Customers can request to try on any of the 20,000 items found online 24 hours after booking an appointment. The stockless store is organized into personal styling rooms where requested items can be purchased, sent back, or added to an online wishlist.
In addition to booking appointments, the Ssense store will carry capsule collections exclusive to the retailer, and host in-store events and installations. Inspired by customer behavior, its store model could be the blueprint for multi-brand retailers as the original department store model struggles for relevance.
A MONTH OF ACQUISITIONS
The need for omni-channel retailers to transform brick-and-mortar from a transactional space into experiential shopping for consumers has resulted in some interesting partnerships. As seasoned retailers attempt to keep up with technology and the needs of the next generation of consumers, industry leaders are battling it out for the acquisition of innovative companies.

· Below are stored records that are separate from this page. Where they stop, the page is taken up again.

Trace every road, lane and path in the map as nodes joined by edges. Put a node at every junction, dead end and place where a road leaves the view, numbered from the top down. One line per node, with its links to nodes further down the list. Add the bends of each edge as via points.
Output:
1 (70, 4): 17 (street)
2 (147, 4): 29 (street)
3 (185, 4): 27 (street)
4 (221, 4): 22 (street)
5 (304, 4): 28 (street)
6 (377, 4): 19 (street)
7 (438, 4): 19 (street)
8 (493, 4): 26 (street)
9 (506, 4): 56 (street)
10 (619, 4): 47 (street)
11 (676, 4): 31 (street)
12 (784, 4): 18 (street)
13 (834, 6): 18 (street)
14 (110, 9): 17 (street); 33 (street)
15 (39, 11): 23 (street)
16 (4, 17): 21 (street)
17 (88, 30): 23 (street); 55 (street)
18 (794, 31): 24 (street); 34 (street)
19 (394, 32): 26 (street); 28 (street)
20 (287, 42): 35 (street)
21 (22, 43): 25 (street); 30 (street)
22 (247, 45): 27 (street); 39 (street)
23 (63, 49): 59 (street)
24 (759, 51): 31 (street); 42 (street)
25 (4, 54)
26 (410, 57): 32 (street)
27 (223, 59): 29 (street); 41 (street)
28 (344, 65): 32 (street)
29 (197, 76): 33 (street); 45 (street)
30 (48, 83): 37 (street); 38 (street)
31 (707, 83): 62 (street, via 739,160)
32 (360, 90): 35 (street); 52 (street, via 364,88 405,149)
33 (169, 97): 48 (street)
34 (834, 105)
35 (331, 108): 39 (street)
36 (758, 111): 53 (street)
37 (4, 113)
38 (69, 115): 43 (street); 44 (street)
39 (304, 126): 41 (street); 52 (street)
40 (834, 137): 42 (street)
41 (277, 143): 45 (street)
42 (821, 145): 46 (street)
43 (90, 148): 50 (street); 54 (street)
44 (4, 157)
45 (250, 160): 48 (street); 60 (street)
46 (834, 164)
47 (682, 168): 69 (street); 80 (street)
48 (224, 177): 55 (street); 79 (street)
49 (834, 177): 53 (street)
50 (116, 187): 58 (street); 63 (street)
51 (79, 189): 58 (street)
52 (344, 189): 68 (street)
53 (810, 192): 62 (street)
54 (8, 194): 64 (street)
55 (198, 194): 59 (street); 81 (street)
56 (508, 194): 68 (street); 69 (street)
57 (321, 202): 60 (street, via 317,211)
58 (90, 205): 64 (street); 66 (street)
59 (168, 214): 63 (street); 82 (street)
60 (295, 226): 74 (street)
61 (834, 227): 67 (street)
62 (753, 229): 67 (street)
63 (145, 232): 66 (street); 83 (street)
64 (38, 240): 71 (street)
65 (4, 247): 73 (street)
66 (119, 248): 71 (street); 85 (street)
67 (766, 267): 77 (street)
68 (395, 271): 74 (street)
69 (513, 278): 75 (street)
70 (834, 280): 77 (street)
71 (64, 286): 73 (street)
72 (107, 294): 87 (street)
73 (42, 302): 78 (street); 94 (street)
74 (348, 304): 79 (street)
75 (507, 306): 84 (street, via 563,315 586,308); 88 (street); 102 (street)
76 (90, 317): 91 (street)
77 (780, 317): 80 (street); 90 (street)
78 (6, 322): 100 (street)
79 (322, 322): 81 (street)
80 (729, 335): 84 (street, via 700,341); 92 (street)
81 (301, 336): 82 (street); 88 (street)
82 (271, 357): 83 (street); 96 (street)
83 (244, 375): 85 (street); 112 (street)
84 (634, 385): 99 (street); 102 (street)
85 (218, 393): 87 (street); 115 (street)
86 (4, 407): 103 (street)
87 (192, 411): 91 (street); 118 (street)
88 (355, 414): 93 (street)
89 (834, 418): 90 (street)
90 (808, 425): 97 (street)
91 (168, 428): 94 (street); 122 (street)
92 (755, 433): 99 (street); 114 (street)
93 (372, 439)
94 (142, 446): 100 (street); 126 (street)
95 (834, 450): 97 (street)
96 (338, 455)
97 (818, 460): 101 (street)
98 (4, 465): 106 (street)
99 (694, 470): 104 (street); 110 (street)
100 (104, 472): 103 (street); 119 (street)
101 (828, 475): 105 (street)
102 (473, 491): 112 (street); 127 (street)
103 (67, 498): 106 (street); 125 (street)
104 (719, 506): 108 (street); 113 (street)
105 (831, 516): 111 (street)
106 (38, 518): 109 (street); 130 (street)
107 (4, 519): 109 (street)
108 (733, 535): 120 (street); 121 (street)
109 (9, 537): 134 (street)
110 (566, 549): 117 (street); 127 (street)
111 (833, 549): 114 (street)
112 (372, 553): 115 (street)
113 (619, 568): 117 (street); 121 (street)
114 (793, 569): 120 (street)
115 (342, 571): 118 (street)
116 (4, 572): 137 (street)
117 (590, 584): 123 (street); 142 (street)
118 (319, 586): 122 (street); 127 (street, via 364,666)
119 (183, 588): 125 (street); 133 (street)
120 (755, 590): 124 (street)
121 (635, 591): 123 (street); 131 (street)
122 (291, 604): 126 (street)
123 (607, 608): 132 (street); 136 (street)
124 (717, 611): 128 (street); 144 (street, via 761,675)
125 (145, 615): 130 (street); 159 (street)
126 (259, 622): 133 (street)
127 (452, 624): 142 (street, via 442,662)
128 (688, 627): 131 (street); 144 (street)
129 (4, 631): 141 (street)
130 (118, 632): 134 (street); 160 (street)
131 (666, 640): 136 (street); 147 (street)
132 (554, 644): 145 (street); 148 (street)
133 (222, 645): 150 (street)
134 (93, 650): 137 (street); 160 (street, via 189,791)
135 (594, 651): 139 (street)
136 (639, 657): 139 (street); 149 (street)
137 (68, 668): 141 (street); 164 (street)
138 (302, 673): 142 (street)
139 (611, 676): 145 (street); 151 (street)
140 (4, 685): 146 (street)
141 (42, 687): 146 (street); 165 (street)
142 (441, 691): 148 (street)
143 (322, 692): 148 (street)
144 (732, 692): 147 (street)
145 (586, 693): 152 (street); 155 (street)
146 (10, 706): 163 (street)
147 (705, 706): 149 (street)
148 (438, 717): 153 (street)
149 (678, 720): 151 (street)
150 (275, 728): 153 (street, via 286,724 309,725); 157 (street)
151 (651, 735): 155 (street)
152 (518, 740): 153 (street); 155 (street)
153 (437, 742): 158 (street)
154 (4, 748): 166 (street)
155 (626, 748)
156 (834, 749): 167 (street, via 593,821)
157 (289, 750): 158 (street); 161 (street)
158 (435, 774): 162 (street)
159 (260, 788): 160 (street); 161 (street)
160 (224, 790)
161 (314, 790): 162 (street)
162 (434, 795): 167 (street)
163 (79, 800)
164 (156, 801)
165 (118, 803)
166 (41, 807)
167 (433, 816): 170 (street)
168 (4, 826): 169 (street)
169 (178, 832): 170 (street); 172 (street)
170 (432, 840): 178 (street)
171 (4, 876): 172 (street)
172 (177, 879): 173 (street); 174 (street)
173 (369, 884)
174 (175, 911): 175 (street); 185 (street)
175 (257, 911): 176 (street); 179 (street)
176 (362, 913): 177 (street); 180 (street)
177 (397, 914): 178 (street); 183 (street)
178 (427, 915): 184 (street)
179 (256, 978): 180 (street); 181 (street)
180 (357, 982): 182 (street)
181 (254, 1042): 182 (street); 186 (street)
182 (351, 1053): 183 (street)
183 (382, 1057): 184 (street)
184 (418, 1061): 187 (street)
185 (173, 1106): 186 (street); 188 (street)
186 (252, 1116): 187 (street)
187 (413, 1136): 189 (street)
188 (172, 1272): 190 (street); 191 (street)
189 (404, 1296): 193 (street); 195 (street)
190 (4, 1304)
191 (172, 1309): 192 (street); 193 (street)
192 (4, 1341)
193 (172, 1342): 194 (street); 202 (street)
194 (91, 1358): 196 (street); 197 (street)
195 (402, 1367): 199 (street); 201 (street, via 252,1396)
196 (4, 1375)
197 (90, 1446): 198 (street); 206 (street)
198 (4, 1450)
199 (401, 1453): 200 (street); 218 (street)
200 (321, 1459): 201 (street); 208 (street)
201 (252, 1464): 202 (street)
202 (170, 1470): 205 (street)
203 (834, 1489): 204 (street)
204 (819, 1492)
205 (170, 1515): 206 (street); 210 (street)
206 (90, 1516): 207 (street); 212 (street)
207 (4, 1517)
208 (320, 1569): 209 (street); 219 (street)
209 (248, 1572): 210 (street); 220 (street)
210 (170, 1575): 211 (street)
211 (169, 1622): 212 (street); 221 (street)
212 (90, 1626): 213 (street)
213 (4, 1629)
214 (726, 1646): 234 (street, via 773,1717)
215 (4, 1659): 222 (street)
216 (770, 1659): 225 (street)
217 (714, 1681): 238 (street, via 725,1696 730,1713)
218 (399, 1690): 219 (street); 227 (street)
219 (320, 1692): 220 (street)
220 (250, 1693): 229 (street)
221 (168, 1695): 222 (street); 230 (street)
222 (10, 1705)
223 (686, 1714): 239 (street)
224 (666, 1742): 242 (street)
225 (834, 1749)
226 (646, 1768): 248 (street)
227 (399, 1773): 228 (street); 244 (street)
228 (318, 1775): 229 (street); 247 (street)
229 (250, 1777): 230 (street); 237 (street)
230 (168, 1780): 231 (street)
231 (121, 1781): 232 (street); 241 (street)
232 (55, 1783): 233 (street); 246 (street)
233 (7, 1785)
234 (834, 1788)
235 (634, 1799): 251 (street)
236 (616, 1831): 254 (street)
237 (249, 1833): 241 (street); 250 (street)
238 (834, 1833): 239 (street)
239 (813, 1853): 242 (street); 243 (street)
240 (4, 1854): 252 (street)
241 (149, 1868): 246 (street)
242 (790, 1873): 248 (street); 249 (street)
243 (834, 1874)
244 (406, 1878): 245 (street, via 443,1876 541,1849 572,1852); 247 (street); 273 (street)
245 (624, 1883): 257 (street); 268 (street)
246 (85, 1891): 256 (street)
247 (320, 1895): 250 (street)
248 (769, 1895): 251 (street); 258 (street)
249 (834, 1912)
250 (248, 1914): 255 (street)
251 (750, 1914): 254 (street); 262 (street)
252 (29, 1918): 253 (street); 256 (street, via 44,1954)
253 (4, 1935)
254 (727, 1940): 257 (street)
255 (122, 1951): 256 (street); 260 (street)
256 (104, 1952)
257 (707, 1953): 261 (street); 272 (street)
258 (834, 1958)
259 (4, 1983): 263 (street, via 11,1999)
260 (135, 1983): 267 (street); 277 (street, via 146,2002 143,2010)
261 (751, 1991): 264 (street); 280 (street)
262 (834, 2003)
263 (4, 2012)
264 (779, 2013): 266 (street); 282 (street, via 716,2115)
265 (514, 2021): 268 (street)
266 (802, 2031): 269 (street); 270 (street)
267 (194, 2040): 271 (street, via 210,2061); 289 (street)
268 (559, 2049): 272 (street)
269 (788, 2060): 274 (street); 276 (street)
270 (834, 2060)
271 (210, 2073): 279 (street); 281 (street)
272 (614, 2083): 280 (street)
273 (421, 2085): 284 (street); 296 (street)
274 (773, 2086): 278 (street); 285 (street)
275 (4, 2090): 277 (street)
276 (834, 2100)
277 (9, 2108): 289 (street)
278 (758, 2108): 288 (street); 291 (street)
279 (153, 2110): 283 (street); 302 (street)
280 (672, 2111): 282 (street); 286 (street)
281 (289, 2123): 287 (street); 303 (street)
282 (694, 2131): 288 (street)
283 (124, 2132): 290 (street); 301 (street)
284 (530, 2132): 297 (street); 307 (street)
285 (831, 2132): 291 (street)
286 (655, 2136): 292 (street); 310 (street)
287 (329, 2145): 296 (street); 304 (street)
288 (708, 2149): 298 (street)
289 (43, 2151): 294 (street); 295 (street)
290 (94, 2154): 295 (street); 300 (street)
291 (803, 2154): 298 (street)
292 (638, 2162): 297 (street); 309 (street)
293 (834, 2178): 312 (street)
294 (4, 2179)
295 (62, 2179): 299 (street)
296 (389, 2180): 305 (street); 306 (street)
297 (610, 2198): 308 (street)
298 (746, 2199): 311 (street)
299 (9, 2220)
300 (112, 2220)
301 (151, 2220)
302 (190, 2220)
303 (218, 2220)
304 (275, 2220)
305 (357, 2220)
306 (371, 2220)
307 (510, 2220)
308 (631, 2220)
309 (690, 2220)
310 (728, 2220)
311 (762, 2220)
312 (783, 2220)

Who are we talking about? Well, Macy's has acquired Story, a brand that brings interactive experiences, (which include everything from virtual reality meditation to a hot-towel shave station), and brought on its founder as their new brand experience officer. L'Oréal has agreed to buy South Korean makeup and fashion firm Nanda to nourish the growing appetite of millennials in Korea and China for makeup. Meanwhile, Amazon is in a head-to-toe battle with Walmart for a 60 percent stake the Indian e-commerce company, Flipkart.

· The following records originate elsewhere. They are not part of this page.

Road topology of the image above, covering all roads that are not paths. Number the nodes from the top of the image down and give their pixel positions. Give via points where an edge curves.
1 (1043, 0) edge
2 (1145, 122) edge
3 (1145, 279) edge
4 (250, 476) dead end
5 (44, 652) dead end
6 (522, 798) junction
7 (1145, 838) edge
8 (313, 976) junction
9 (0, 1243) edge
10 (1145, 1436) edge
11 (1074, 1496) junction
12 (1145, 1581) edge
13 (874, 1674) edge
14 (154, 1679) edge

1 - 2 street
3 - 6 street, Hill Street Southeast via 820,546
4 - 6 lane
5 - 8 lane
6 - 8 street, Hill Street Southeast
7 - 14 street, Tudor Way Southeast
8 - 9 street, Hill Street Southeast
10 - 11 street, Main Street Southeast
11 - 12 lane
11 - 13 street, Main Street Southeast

Whether it be for global expansion, entry into new product categories, or brand revamps, we're interested to see how these acquisitions will pan out.
ADDING THE "HUMAN TOUCH"
There's never been more e-commerce competition and every element of the digital experience needs to be considered and constantly innovated upon.

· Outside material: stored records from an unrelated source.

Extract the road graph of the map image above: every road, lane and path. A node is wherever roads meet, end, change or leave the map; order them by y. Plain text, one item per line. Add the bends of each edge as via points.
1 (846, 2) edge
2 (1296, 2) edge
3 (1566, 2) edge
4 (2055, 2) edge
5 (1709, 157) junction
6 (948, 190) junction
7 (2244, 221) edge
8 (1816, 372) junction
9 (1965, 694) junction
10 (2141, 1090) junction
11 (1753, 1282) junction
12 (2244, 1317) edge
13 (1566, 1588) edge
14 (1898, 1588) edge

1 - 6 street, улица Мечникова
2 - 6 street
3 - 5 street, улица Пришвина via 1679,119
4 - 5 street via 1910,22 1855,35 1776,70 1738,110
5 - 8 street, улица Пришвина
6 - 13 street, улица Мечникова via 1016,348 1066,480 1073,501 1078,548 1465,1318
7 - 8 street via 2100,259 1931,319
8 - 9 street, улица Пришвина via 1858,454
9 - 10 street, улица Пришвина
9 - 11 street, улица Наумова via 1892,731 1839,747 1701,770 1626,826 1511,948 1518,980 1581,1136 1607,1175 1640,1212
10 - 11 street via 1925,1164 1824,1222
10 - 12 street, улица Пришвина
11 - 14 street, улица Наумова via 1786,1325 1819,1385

Target faces this challenge head-on by intermixing digital capabilities and community. The company built a faster network to support digital offerings and developed Cartwheel, an online platform that offers customers access to deals and discounts via social media.
To distinguish itself from competitors, Target adds a "human touch" to its digital processes. "Now, with Shipt, [our] team will be shopping our stores and interacting with the end user to let them know the order's complete." Says CEO Brian Cornell.
BIRCHBOX GETS A BUYER
Birchbox may have been in the beauty subscription box space first, but they've had a tough time of it recently. What happened? Well, theirs is a space that became crowded - with reportedly more than 300 different beauty subscription box companies out there for shoppers to choose from. Moreover, as they tried to become less of a subscription company and more of a standalone beauty retailer - customers weren't biting - as they didn't get the full experience and benefits they do with a mega-beauty retailer like Sephora. And so Birchbox - in its bid to grow and pivot - took on a lot of debt. Rumor had it they were going to have to pay up very soon - or go belly up.
Well this week, they got a lifeline in the form of a majority stake buyout from Viking Global Investors. Will they be able to reinvent themselves, grow customer loyalty, and fend off their beauty competitors?
THIS WEEK'S BRIGHT SPOT
Rihanna is expanding her business empire to include an inclusive lingerie collection dubbed Savage x Fenty. Available May 11th, the line will promote body positivity, as the singer says "savages come in all shapes and sizes."
The collection will carry bra sizes ranging from 32A to 44DDD, and in underwear, shoppers will be able to choose between XS to 3X. We commend Rihanna for addressing the variations of women, especially in the plus size market!